Upon firing up the P2, at first the imaging impresses, but after two or three more cuts the shortcomings become very obvious. Once the recording got above 8 instruments or voices, it started to congest. The midrange is recessed *and* grainy. This is a $650 rig.
You can mail order an SL1210 M5G with improved tonearm wire for around $454 delivered. Add an Ortofon 2M Blue and you're at the same price range, and this rig will kick the Rega's ass eight ways to Sunday. For very little more money you can swap out the feet for brass cones, put it on a butcher block cutting board, and put Vibrapods or other vibration absorbing feet under the block. At that point the Technics reveals inner detail you won't hear on the P2.
When I tired of the P2, I started spinning on the Roksan instead. This was a big improvement, and at $2700 it ought to be. It resolved the details, the transients and tonal fadeouts far beyond what the Rega could do. But even at that, it sounded murky and sluggish. The midrange was recessed similarly to the P2, but wasn't grainy. This is a parlor trick to create the illusion of greater soundstage depth and ambient air and detail. This Roksan couldn't touch my Technics rig for linear response, bass drive and clarity, midrange transparency, pitch and rhythmical accuracy, and especially, timbral accuracy.
For those in love with the Rega RB300 and variants, it's still cheaper to get an SL1200 ($350, remember?) and then get the Origin Live Technics armboard and an RB300-compatible tonearm. For about $1500, you could have an SL1200 with an Origin Live Silver tonearm with VTA adjustment.
Any debate about Technics versus Rega is a complete waste of bandwidth.
If anyone has any doubts about which is better, then the debate is best settled by purchasing one of each and comparing them side by side in one's system. Half of users will prefer the Technics, and the other half will prefer the Rega.
With such devotion to both brands, it's clear one can be happy with either, especially if one has little or no prior experience with vinyl.

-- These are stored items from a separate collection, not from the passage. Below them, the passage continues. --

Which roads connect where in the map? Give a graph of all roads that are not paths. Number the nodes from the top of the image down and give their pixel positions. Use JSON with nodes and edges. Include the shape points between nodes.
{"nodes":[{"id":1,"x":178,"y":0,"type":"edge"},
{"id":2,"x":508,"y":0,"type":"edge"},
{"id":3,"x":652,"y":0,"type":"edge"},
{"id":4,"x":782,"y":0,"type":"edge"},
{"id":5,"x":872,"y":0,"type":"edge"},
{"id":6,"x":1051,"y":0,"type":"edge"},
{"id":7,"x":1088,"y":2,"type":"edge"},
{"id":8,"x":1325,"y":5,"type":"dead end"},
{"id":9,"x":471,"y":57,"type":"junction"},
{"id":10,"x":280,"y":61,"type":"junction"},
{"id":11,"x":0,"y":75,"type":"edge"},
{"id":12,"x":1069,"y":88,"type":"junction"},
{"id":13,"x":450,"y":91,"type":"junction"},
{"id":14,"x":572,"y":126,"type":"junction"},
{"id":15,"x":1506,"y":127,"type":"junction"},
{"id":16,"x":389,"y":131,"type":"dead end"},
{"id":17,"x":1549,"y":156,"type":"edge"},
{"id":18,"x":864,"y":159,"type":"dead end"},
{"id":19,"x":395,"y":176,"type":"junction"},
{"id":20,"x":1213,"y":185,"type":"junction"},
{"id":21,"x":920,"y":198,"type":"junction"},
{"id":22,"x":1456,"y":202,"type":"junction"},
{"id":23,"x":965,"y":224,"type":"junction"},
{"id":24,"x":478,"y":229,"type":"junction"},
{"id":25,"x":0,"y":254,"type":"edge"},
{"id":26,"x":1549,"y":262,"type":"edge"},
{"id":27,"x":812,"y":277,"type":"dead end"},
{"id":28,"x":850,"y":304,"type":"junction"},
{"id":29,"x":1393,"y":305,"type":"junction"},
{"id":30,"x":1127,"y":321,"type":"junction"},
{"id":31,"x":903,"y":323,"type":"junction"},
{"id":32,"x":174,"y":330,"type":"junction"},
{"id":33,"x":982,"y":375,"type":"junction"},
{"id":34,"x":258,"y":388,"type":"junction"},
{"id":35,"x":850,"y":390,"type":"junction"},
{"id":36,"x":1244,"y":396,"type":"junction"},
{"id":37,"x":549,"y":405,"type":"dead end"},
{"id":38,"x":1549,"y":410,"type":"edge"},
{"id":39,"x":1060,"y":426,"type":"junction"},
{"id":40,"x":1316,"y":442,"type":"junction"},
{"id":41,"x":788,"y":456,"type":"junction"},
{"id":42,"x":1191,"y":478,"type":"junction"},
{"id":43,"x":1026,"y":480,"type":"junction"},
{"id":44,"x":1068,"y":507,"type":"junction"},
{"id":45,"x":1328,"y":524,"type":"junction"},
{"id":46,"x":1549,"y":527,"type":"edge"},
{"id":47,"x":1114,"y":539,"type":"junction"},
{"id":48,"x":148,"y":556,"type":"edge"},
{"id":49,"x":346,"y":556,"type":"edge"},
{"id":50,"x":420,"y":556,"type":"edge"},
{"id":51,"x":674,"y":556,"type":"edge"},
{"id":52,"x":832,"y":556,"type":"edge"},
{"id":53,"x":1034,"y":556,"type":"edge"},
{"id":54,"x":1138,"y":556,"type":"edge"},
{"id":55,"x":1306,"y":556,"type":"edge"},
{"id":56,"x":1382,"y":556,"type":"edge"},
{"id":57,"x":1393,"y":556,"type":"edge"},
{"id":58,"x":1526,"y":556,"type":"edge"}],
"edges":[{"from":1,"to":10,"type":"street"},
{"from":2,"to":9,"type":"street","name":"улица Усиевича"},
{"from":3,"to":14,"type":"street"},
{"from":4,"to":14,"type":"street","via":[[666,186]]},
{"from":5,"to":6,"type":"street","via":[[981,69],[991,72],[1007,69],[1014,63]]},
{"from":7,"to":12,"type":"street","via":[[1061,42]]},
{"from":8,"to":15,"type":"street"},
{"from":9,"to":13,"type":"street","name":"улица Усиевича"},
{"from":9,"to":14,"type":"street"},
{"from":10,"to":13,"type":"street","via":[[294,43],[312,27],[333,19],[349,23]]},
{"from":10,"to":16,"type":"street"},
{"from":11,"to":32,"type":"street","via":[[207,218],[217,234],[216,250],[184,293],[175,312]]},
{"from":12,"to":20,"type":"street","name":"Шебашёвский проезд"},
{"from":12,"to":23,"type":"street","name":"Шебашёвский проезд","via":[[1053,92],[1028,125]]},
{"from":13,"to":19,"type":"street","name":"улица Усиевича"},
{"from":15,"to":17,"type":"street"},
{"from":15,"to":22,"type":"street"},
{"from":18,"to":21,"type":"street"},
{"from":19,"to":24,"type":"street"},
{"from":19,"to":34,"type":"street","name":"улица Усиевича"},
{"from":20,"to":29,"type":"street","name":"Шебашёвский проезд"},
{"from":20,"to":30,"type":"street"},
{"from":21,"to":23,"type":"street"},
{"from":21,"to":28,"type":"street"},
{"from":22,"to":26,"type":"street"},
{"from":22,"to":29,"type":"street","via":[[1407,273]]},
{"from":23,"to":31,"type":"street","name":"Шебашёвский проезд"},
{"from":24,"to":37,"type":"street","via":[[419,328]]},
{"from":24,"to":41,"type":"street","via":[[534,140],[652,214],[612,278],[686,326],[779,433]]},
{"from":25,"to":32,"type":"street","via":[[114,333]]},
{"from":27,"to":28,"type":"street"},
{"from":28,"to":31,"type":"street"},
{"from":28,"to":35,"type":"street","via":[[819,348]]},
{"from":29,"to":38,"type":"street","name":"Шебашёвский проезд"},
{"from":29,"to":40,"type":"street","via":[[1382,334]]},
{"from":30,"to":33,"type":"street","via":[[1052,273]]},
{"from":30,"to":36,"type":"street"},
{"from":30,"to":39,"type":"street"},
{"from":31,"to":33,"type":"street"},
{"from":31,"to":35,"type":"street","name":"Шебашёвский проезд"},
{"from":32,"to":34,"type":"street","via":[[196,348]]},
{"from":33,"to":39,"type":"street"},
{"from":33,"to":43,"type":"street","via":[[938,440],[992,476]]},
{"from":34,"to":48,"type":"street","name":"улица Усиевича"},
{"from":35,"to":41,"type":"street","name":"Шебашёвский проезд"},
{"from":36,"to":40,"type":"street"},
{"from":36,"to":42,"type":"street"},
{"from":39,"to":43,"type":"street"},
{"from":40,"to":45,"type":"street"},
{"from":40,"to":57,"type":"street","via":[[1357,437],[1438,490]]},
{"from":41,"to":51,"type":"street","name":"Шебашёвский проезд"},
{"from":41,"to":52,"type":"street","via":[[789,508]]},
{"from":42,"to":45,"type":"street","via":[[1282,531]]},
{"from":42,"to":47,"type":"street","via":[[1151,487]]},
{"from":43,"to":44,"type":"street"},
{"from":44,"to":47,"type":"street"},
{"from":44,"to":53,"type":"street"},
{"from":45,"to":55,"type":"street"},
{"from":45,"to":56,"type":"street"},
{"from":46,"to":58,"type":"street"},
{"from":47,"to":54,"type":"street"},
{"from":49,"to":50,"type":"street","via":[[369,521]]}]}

Burnsy1, to answer your question, Rega makes several different tables in their line, so yes, there is plenty of room to upgrade in that line. I personally have the one in the middle of the line, the P5. That is their table in the $1500 range, and with their TT-PSU it is indeed one of the very best options in that price range, as Zenblaster says.
As far as comparisons to the Technics, the Technics are indeed built like a tank. They also can sound like one... :) Seriously, I must agree to disagree with Johnny - most of the audiophiles I know personally are also professional musicians (classical and jazz), and all of us who have heard the two tables (I have owned both) have greatly preferred the Regas for their soundstaging and better instrumental and vocal timbre resolution. You hear more of what the original recording space sounded like, and greater variety of color in the tones of the players. The Technics, in my experience, tends to be preferred by people who listen mainly to rock or other types of mostly electronic music - those tables tend to homogenize different recordings rather than bringing out differences, another reason they are preferred by DJs as well. I am not saying there is anything necessarily wrong with this, by the way, different strokes for different folks - many audiophiles prefer to make all of their recordings sound as much the same as they can in their systems. I am not saying the Technics are bad tables by any means - it all depends on what your priorities are, and those tables do what they are designed to do very well. There is plenty of room in this hobby for people of all tastes and preferences. While I will crack a joke here and there, I do try to honestly describe what I hear when posting on this site, whatever the subject may be. Since I am not a very good writer, sometimes my comments are taken much differently than they were meant, and I certainly take my share of the blame for that. As I have said before, I sure am glad a became a musician instead of a writer!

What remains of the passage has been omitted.